Other UA2 games worth mentioning are Cobra Command from Data East (G-mode), Kung-Fu Master from Irem, Joust from Midway, Bubble Bobble from Taito among many others. Click here to look at the unit and full list of games. Some may mistake UA2 for something that should belong in an arcade, but this machine is intended for homes and commercial use is not allowed since the coin door is permanently deactivated, so make some space in that gameroom of yours.

Ultimate Arcade 2 is a follow-up to the first Costco exclusive Ultimate Arcade product released in the 4th quarter of 2005. Ultimate Arcade 2 will soon be available for order online from Costco.com, however its predecessor is still available for home delivery on the site. A vice-president at Chicago Gaming Company promises there is more to come as new game licenses are being signed up for future arcade products. We'll certainly keep an eye and ear out, meanwhile we'll be heading down to our local Costco for a little Elevator Action and some bulk-buy pizza rolls.

Comments

Ive seen these for the past year at Costco. imo they are overpriced.

The sticks, buttons, monitor and cab are all cheap as can possibly be. And though its aimed at adults the cab isnt full size and at 6' tall I feel like im playing on something in between an MVS mini and a normal full size cabinet.

It would take a bit of work but making your own would be a lot better/cheaper. Or just buy a cheap cabinet and a few of your favorite jamma boards and you just saved 1000+ dollars.

I just built an arcade cabinet this summer. From what I remember in researching online, the average height was 70-72 inches.

I'm 6'1" and I don't feel too tall for it. Beats the booster stools of the old days, anyway.

-j

What no spinner for Tempest? Shame.

I have to agree the homemade route is better. I have two friends who did it for under $1000.

Check out the URL for a real rip-off on this product.

I bought this at my local Costco for $1,999. I've been watching them for the last 3 years and this is by far the best yet. The others seemed cheap, didn't have the variety, this one has the giant screen, solid built, total arcade game feel. I love it. Downside, no Galatica or PacMan series games however several lookalikes to PacMan. Expansion modules are supposed to come in the future. Controls are great and my game room parties have been a hit.

You guys are either fulla crap or just plain poor. This is a great deal and a great buy IF you can afford it. Put this next to one of the ones hand made, and odds are that one of them will look and smell like crap.
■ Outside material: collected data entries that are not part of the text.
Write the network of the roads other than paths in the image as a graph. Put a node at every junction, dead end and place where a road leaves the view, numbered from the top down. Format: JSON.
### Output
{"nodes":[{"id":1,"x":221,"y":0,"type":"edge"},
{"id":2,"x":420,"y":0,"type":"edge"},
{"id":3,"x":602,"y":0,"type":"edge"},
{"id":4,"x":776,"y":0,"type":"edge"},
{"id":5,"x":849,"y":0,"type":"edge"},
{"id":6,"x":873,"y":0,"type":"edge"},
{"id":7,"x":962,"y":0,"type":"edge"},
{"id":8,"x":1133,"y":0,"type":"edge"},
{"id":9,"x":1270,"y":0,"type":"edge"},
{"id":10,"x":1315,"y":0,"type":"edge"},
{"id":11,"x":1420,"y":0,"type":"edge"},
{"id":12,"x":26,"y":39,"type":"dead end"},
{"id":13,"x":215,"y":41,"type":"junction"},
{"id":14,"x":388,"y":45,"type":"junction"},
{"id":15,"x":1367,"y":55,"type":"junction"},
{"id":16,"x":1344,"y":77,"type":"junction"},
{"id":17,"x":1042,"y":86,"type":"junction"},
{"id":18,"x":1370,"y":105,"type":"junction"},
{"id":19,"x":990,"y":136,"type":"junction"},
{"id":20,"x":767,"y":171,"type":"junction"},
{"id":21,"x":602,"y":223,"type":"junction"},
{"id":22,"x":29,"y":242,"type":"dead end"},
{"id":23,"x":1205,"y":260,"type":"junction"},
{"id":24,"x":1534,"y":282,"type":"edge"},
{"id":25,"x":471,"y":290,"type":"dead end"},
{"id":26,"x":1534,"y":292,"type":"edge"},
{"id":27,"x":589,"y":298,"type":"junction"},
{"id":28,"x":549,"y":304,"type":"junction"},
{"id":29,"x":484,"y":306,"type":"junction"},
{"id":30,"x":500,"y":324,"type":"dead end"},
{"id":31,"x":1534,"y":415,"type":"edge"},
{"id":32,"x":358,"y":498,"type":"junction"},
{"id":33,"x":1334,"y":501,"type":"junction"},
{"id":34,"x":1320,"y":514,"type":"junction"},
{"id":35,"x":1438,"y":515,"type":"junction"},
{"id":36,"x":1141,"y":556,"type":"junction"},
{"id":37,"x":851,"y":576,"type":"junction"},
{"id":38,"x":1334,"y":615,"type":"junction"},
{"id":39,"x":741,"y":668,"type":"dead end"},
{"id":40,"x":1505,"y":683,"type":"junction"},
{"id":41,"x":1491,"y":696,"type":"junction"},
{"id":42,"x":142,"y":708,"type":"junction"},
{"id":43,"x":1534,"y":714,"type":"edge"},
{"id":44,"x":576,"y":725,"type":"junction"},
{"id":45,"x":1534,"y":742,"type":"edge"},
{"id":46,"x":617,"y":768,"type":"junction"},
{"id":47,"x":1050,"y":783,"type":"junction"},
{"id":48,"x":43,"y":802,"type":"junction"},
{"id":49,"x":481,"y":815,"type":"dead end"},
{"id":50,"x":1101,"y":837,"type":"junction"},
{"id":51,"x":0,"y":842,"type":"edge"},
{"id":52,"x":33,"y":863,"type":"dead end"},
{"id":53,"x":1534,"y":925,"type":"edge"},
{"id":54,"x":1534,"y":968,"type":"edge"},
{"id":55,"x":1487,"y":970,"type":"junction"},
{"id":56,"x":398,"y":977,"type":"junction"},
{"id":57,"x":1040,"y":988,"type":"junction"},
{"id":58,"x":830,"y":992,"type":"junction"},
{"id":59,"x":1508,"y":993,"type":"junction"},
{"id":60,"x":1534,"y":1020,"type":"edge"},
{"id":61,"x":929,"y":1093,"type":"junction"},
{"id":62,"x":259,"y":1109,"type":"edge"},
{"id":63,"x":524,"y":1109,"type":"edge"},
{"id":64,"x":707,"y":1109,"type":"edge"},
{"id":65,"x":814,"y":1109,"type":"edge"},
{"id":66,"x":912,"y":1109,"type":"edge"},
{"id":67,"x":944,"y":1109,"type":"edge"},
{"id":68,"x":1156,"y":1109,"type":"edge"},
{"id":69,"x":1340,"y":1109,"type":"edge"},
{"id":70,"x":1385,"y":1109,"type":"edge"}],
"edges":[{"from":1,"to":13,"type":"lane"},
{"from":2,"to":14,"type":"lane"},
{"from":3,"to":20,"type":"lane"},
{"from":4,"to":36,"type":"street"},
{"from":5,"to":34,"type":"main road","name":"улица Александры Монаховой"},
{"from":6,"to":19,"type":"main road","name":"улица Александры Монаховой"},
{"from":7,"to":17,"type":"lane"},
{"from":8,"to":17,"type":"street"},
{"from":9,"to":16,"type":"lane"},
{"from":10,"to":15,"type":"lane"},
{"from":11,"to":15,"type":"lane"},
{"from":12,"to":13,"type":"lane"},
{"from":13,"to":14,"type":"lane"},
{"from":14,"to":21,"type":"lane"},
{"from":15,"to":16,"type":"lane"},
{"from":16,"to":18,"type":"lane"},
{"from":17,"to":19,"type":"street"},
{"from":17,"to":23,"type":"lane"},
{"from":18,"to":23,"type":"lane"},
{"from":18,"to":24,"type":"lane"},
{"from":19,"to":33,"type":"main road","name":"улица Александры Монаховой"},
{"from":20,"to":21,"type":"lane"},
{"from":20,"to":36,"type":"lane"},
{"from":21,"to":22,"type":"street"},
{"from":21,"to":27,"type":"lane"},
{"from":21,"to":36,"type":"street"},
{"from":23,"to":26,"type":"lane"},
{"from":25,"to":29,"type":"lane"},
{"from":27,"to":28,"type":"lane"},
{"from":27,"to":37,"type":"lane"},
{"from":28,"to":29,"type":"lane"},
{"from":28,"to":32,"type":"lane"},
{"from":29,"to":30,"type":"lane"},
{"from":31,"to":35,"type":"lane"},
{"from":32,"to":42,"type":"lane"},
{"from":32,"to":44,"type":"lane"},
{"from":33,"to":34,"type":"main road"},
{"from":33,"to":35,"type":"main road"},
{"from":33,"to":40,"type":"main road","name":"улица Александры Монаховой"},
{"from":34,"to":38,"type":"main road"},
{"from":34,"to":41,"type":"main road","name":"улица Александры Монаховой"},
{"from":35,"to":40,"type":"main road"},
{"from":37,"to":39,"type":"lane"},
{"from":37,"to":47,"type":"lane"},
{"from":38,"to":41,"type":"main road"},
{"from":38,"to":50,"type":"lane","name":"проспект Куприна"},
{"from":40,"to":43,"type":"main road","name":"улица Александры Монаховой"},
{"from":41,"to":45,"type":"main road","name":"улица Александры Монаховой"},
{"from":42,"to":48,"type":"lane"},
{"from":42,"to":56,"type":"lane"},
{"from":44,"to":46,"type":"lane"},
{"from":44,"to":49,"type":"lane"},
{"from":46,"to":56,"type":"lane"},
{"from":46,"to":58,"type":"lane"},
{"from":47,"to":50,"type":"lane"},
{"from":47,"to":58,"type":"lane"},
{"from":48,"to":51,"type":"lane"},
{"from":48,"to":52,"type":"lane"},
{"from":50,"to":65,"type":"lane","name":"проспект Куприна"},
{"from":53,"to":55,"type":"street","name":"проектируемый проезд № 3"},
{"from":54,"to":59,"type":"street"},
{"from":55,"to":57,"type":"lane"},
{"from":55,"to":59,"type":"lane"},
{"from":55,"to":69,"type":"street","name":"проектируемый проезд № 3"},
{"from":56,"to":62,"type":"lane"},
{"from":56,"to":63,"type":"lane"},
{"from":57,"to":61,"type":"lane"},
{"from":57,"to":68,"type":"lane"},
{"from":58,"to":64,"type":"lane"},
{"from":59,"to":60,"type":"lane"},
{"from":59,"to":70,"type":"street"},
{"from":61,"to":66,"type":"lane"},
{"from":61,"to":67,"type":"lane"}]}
4uhatrz...actually, if done right, odds are it won't look and smell like crap. $365 gets you a brand new cabinet from Arcade Shop. Add another $200 for a brand new monitor (or look around and find a used one for about $50), $100-150 for buttons, sticks and wiring (depending on which way you go). You're pretty much good to go after that. $700 without games. That leaves you 2 choices. The first, JAMMA boards. Buy them and swap them out everytime you want to change a game (there are ROM boards as well that you can program yourself with a PC and the right board) or the MAME/PC route. There are even a few companies in Asia that seel multicade boards for about $85-300 each. The $300 boards are essentially a MAME setup without the computer that plugs in to a JAMMA harness.

Anyway, I wasn't going to comment on posts here, but took a little offense to someone saying that hand built cabinets look like crap. They only look like crap, as does anything, when it's poorly done.